Make no mistake, Mary’s song is a rebel song.
But I wonder if we can hear that. I wonder, that is, if we have heard so many beautiful renditions of Mary’s song of praise-typically called “the Magnificat” because of how it starts – that it makes it hard to hear the import, even the threat of her words.
That is why we are singing the Canticle of the Turning today. It is the Song of Mary to a contemporary tune.
Yes, it starts out with the beauty of Mary’s pronouncement that her soul magnifies the Lord, and her spirit rejoices in God. And it continues with an acknowledgment of how God has looked on her with favor, echoing Gabriel’s words to her.
But notice the turn it takes. God does not just look with favor on her, but rather on her lowliness. God according to Mary notices her – her station and her struggle and even more than that, takes her side.
All generations will call her blessed because God – the Mighty One of Israel – has done great things for her and we will soon discover, for all who are like Mary – poor, lowly, of little account in the world, and who trust God for their redemption — will one day experience it.

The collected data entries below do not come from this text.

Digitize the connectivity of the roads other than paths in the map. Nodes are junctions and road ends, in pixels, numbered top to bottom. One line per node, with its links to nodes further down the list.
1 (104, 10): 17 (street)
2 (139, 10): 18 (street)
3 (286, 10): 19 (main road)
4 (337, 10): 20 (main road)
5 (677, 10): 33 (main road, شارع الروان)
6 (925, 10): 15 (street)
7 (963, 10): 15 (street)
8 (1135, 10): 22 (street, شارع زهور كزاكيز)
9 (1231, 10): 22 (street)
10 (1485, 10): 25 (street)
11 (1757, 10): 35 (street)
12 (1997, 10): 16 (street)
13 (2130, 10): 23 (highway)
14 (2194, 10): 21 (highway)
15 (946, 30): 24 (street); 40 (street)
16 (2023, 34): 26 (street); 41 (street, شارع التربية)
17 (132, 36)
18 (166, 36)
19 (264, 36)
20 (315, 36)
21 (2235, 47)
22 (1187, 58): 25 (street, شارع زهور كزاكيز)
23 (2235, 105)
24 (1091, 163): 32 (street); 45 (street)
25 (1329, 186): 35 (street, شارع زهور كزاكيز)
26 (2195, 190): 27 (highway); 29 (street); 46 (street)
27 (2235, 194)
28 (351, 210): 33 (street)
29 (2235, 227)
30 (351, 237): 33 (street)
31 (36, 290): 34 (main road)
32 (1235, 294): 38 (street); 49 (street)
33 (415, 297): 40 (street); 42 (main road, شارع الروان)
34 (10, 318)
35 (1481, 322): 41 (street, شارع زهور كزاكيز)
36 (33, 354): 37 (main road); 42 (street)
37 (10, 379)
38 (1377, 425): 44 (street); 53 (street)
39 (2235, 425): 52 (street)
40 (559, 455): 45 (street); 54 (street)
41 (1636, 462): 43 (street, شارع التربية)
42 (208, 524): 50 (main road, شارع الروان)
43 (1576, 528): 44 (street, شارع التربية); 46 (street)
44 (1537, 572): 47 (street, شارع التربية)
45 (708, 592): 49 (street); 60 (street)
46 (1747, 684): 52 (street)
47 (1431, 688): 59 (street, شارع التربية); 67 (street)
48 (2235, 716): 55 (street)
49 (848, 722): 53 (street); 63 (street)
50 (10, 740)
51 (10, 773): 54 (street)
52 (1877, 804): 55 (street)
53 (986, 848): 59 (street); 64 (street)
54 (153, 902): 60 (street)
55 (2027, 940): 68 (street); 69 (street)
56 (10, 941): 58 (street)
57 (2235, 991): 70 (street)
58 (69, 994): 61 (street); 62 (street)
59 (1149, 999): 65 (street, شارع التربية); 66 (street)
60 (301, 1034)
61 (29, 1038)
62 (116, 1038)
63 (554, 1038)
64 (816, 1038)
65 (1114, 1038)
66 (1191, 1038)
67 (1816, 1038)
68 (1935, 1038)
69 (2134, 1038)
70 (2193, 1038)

And what it is that God is doing for Mary and all the lowly of the world? Scattering the proud, bringing down the powerful, lifting up the lowly, giving to those who are hungry plenty to eat and sending the rich away with nothing.
Mary’s song reverberates with notes of justice and reversal and judgment. It is a rebel song.
Which is nothing new in the Bible. Prophets of all stripes have sung the same: that God cares for all people but has a special interest in the poor, the weak, and the vulnerable. Hannah’s song, in particular, which many feel inspired Luke’s rendition of Mary’s son, testifies to the same. The Lord, Hannah sings, “raises up the poor from the dust; he lifts the needy from the ash heap to make them sit with princes and inherit a seat of honor.” (1 Sam. 2:8)
What are we to do with these songs, these words of hope and threat, promise and judgement?
The temptation I have is to reconcile them with an acknowledgment that we also are poor, at least in spirit. That we have need, particularly for mercy and forgiveness. We are lowly when we are compared with God.
All of that is true. Yet just for now, for these few moments, let’s not try to fit ourselves into this song and imagine that Mary sang for us. Instead, let’s imagine what it would be like for those with so very little – power, wealth, privilege, hope – to hear Mary the mother of our Lord sing this rebel song of justice and hope and to know they, too, are blessed, favored, and folded into God’s promise to change the world.
It would be awesome.
Now let’s go to the second sermon. The Church is pregnant. All we who have been baptized and believe in Jesus as the Messiah of the world have been given the Christ when we were baptized. All of us who come forward to receive communion receive the living Christ every time we receive the bread, and the wine.
Each of us have been given the Christ. Each year our need to deliver the Christ becomes more and more important. It is the sacred calling of the Church to make and grow disciples of Jesus.
Last week during our congregational meeting everyone received an invitation to share with someone we know who is unchurched. Christmas Eve is a tremendous opportunity to share the good news that Christ has come to save the world from sin, the power of the Devil, and itself.
Everyone who has ever attended a church has been to a worship service on Christmas Eve has experienced the specialness of lighting the candles while singing Silent Night.
Think back to some of the special moments in your life while attending the Candlelight Service. It is amazing what happens. Each candle gives off some light, but when all of them are lit there is a powerful glow.
Like the candle of Christmas Eve, each of us are pregnant with the Christ. If each of us shares Good News with a person we know and invites them to the worship, we will have a great experience.
Last week I was asked to describe the Gospel. It is simply this. Think of a situation that is filled with the shadows of bad news. Whatever would be good news in a bad situation is Gospel.
Here it comes. Our Christmas Eve Service is Friday evening at 7 p.m. If you have already given away your brochure, get another one this morning and find someone else to invite. The same is true for those of you who missed the meeting. In the back of the church brochures are available.
Oh, the joy of inviting someone to worship and then experiencing with them the great experience. Amen.